TASK GOAL:
Go through the data and copy each line where the string "bottom" appears.

[Stored data entries]
======
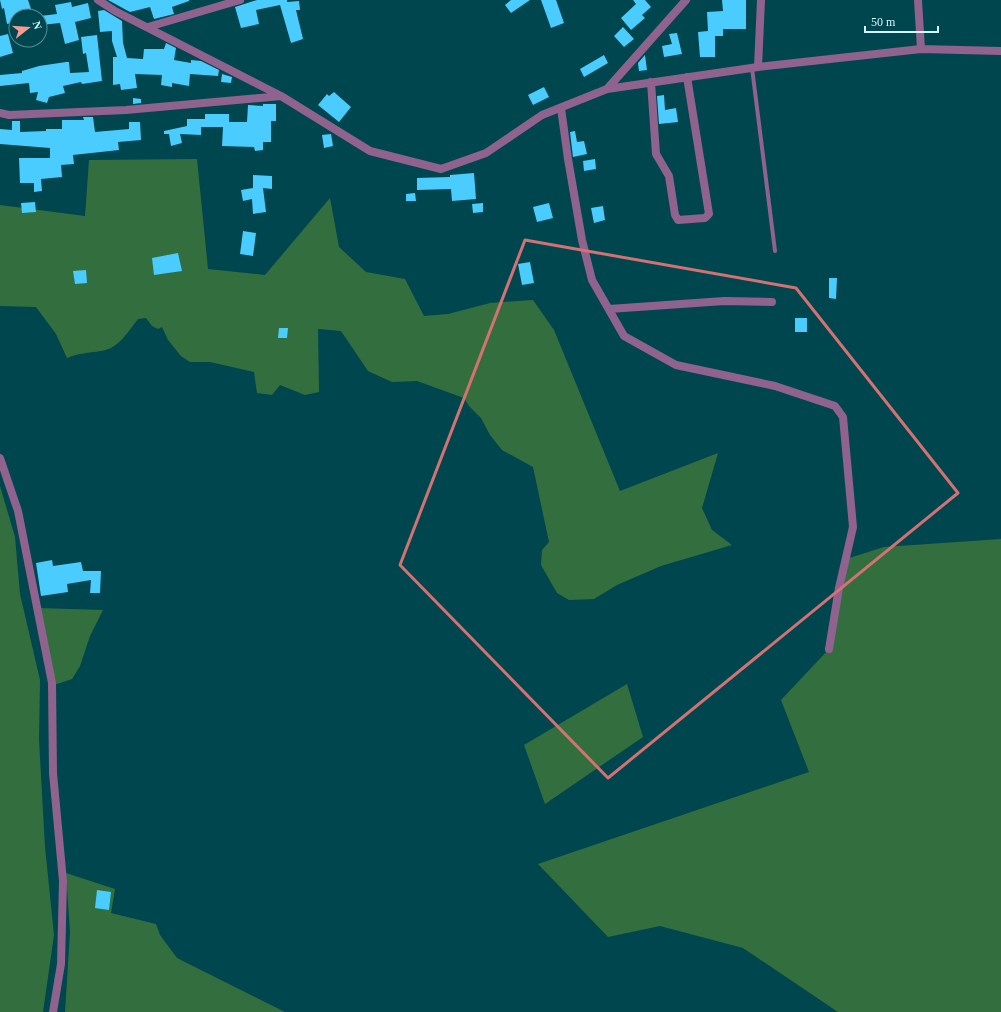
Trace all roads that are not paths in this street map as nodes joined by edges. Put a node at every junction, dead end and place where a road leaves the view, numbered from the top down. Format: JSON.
{"nodes":[{"id":1,"x":98,"y":0,"type":"edge"},
{"id":2,"x":240,"y":0,"type":"edge"},
{"id":3,"x":686,"y":0,"type":"edge"},
{"id":4,"x":761,"y":0,"type":"edge"},
{"id":5,"x":918,"y":0,"type":"edge"},
{"id":6,"x":148,"y":27,"type":"junction"},
{"id":7,"x":921,"y":49,"type":"junction"},
{"id":8,"x":1001,"y":51,"type":"edge"},
{"id":9,"x":755,"y":67,"type":"junction"},
{"id":10,"x":687,"y":77,"type":"junction"},
{"id":11,"x":651,"y":82,"type":"junction"},
{"id":12,"x":607,"y":89,"type":"junction"},
{"id":13,"x":281,"y":96,"type":"junction"},
{"id":14,"x":561,"y":108,"type":"junction"},
{"id":15,"x":0,"y":113,"type":"edge"},
{"id":16,"x":775,"y":251,"type":"dead end"},
{"id":17,"x":772,"y":302,"type":"dead end"},
{"id":18,"x":608,"y":309,"type":"junction"},
{"id":19,"x":0,"y":458,"type":"edge"},
{"id":20,"x":829,"y":649,"type":"dead end"},
{"id":21,"x":53,"y":1012,"type":"edge"}],
"edges":[{"from":1,"to":6,"type":"street"},
{"from":2,"to":6,"type":"street"},
{"from":3,"to":12,"type":"street"},
{"from":4,"to":9,"type":"street"},
{"from":5,"to":7,"type":"street"},
{"from":6,"to":13,"type":"street"},
{"from":7,"to":8,"type":"street"},
{"from":7,"to":9,"type":"street"},
{"from":9,"to":10,"type":"street"},
{"from":9,"to":16,"type":"lane"},
{"from":10,"to":11,"type":"street"},
{"from":10,"to":11,"type":"street"},
{"from":11,"to":12,"type":"street"},
{"from":12,"to":14,"type":"street"},
{"from":13,"to":14,"type":"street"},
{"from":13,"to":15,"type":"street"},
{"from":14,"to":18,"type":"street"},
{"from":17,"to":18,"type":"street"},
{"from":18,"to":20,"type":"street"},
{"from":19,"to":21,"type":"street"}]}
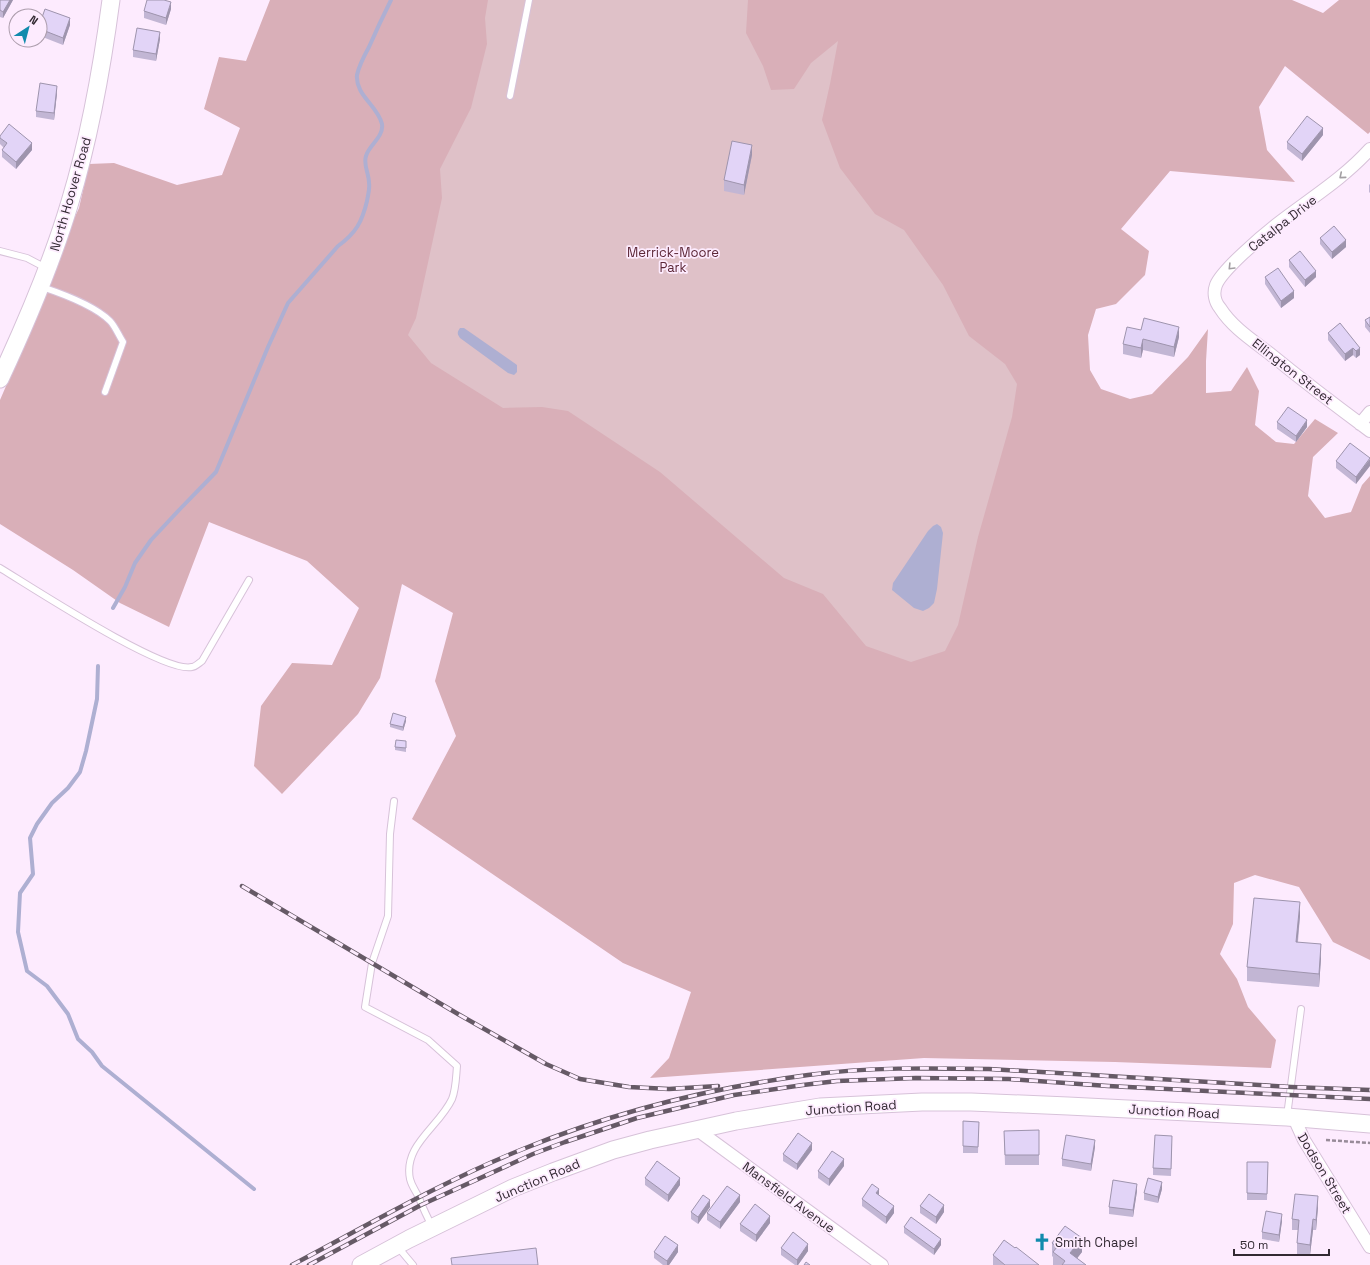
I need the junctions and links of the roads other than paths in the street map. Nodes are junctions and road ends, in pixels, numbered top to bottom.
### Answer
1 (111, 0) edge
2 (529, 0) edge
3 (510, 96) dead end
4 (1370, 149) edge
5 (0, 250) edge
6 (48, 268) junction
7 (40, 286) junction
8 (1219, 307) joint
9 (0, 379) edge
10 (105, 392) dead end
11 (1370, 412) edge
12 (1360, 424) junction
13 (1370, 431) edge
14 (0, 568) edge
15 (249, 580) dead end
16 (394, 801) dead end
17 (1300, 1009) dead end
18 (1290, 1118) junction
19 (1370, 1124) edge
20 (696, 1129) junction
21 (432, 1228) junction
22 (397, 1246) junction
23 (1370, 1247) edge
24 (361, 1265) edge
25 (413, 1265) edge
26 (882, 1265) edge

1 - 6 street, North Hoover Road
2 - 3 lane
4 -> 8 street, Catalpa Drive
5 - 6 lane
6 - 7 street, North Hoover Road
7 - 9 street, North Hoover Road
7 - 10 lane
8 - 12 street, Ellington Street
11 - 12 street
12 - 13 street, Ellington Street
14 - 15 lane
16 - 21 lane
17 - 18 lane
18 - 19 street, Junction Road
18 - 20 street, Junction Road
18 - 23 street, Dodson Street
20 - 21 street, Junction Road
20 - 26 street, Mansfield Avenue
21 - 22 street, Junction Road
22 - 24 street, Junction Road
22 - 25 lane

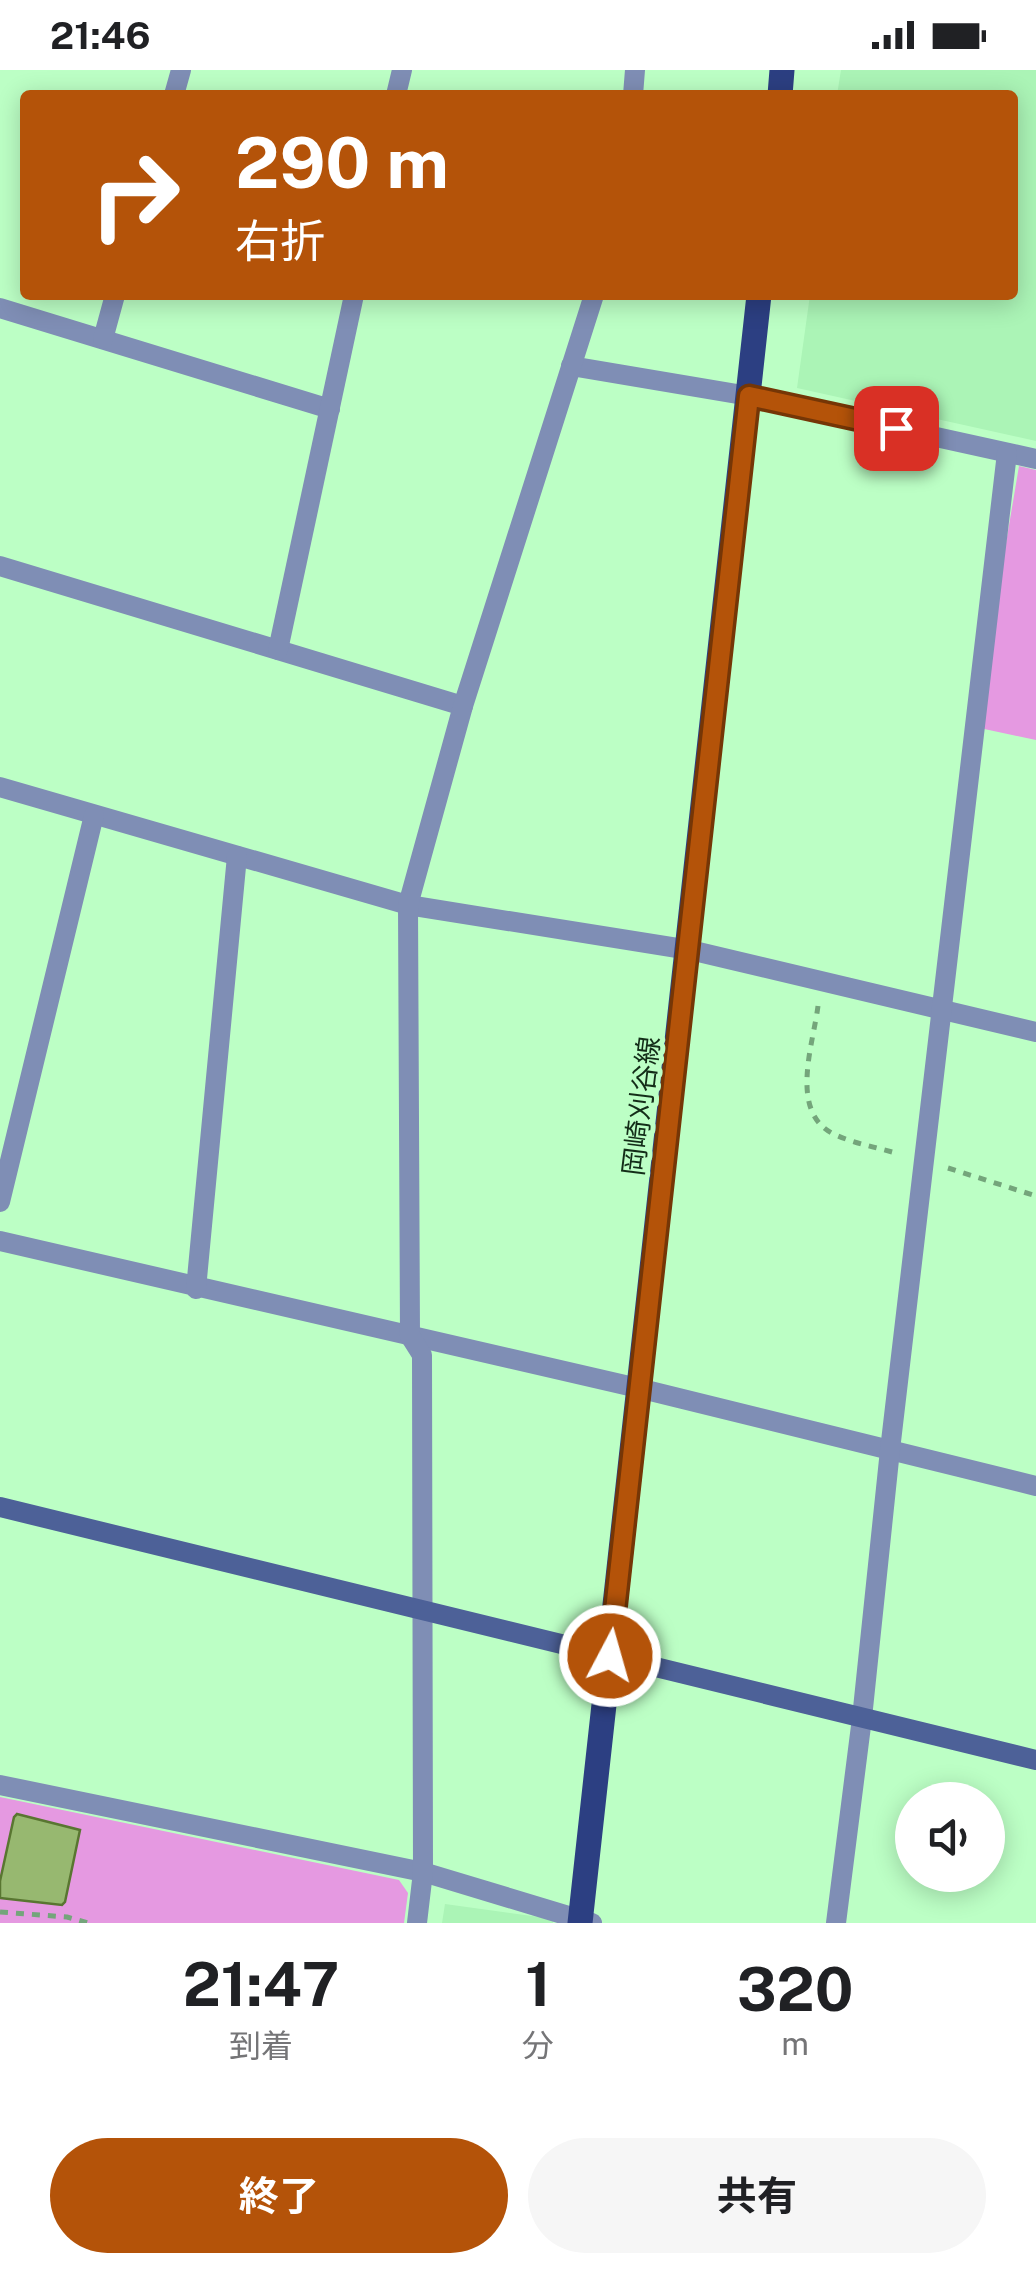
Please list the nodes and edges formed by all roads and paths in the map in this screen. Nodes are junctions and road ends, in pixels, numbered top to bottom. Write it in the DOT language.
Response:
graph roads {
  1 [pos="114,300"];
  2 [pos="353,300"];
  3 [pos="592,300"];
  4 [pos="759,300"];
  5 [pos="0,308"];
  6 [pos="103,338"];
  7 [pos="571,366"];
  8 [pos="749,396"];
  9 [pos="330,408"];
  10 [pos="1007,453"];
  11 [pos="1036,459"];
  12 [pos="0,566"];
  13 [pos="278,650"];
  14 [pos="463,706"];
  15 [pos="0,787"];
  16 [pos="94,814"];
  17 [pos="237,856"];
  18 [pos="408,905"];
  19 [pos="690,950"];
  20 [pos="822,982"];
  21 [pos="942,1008"];
  22 [pos="1036,1032"];
  23 [pos="924,1160"];
  24 [pos="1036,1196"];
  25 [pos="0,1202"];
  26 [pos="0,1241"];
  27 [pos="196,1289"];
  28 [pos="410,1336"];
  29 [pos="638,1388"];
  30 [pos="890,1450"];
  31 [pos="1036,1486"];
  32 [pos="0,1506"];
  33 [pos="421,1610"];
  34 [pos="610,1656"];
  35 [pos="862,1718"];
  36 [pos="1036,1760"];
  37 [pos="0,1785"];
  38 [pos="423,1872"];
  39 [pos="0,1912"];
  40 [pos="10,1913"];
  41 [pos="584,1922"];
  42 [pos="10,1923"];
  43 [pos="88,1923"];
  44 [pos="418,1923"];
  45 [pos="836,1923"];
  1 -- 6 [label="street"];
  2 -- 9 [label="street"];
  3 -- 7 [label="street"];
  4 -- 8 [label="main road, 岡崎刈谷線"];
  5 -- 6 [label="street"];
  6 -- 9 [label="street"];
  7 -- 8 [label="street"];
  7 -- 14 [label="street"];
  8 -- 10 [label="street"];
  8 -- 19 [label="main road, 岡崎刈谷線"];
  9 -- 13 [label="street"];
  10 -- 11 [label="street"];
  10 -- 21 [label="street"];
  12 -- 13 [label="street"];
  13 -- 14 [label="street"];
  14 -- 18 [label="street"];
  15 -- 16 [label="street"];
  16 -- 17 [label="street"];
  16 -- 25 [label="street"];
  17 -- 18 [label="street"];
  17 -- 27 [label="street"];
  18 -- 19 [label="street"];
  18 -- 28 [label="street"];
  19 -- 20 [label="street"];
  19 -- 29 [label="main road, 岡崎刈谷線"];
  20 -- 21 [label="street"];
  20 -- 23 [label="path"];
  21 -- 22 [label="street"];
  21 -- 23 [label="street"];
  23 -- 24 [label="path"];
  23 -- 30 [label="street"];
  26 -- 27 [label="street"];
  27 -- 28 [label="street"];
  28 -- 29 [label="street"];
  28 -- 33 [label="street"];
  29 -- 30 [label="street"];
  29 -- 34 [label="main road, 岡崎刈谷線"];
  30 -- 31 [label="street"];
  30 -- 35 [label="street"];
  32 -- 33 [label="street"];
  33 -- 34 [label="street"];
  33 -- 38 [label="street"];
  34 -- 35 [label="street"];
  34 -- 41 [label="main road, 岡崎刈谷線"];
  35 -- 36 [label="street"];
  35 -- 45 [label="street"];
  37 -- 38 [label="street"];
  38 -- 41 [label="street"];
  38 -- 44 [label="street"];
  39 -- 40 [label="path"];
  40 -- 42 [label="path"];
  40 -- 43 [label="path"];
}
======
OUTPUT BELOW:
I need the junctions and links of the roads other than paths in the street map. Nodes are junctions and road ends, in pixels, numbered top to bottom.
Please list the nodes and edges formed by all roads and paths in the map in this screen. Nodes are junctions and road ends, in pixels, numbered top to bottom. Write it in the DOT language.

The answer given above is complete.